-- Information shown follows --

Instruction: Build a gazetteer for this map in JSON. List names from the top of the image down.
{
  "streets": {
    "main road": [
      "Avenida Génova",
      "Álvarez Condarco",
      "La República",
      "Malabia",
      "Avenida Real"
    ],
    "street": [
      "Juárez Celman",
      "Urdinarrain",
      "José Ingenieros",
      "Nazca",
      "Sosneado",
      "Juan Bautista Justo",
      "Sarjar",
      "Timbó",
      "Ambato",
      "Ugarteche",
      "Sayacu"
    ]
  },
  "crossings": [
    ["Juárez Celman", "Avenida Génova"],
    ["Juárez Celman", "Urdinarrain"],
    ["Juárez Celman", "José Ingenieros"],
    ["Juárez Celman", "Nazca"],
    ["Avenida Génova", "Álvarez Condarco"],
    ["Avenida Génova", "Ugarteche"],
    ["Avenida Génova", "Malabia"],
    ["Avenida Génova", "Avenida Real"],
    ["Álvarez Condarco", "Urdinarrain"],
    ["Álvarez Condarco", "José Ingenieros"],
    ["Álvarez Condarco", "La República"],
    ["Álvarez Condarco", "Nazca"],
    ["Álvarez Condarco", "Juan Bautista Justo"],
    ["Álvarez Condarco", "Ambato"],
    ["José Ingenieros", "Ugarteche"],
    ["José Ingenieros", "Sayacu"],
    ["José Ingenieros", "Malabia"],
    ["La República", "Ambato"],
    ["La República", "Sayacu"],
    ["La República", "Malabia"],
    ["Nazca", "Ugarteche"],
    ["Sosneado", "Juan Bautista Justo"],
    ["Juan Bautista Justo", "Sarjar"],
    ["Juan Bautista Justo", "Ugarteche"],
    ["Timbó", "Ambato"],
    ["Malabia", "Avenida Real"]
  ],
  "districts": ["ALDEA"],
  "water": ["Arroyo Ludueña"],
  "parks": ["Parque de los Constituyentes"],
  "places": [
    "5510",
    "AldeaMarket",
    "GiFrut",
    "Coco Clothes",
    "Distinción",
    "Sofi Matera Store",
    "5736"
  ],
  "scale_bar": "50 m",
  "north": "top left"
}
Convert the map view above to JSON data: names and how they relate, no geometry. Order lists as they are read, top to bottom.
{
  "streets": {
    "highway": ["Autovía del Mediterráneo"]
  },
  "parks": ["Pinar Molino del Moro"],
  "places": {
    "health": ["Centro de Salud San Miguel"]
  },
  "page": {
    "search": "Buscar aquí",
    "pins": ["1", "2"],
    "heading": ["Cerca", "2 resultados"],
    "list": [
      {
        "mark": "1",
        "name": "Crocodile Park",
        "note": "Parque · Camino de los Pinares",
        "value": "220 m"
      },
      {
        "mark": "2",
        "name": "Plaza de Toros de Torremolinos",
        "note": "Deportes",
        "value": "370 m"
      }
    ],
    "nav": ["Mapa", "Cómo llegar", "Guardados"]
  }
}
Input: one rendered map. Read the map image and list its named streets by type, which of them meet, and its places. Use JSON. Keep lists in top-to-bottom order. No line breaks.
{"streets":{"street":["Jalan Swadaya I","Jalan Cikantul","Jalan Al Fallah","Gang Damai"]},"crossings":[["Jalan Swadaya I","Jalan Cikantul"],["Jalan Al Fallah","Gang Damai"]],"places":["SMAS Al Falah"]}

-- Information shown concluded --

Requirement: Which lines of the listing above hold the word "José"? Copy each of them.

Exercise result:
      "José Ingenieros",
    ["Juárez Celman", "José Ingenieros"],
    ["Álvarez Condarco", "José Ingenieros"],
    ["José Ingenieros", "Ugarteche"],
    ["José Ingenieros", "Sayacu"],
    ["José Ingenieros", "Malabia"],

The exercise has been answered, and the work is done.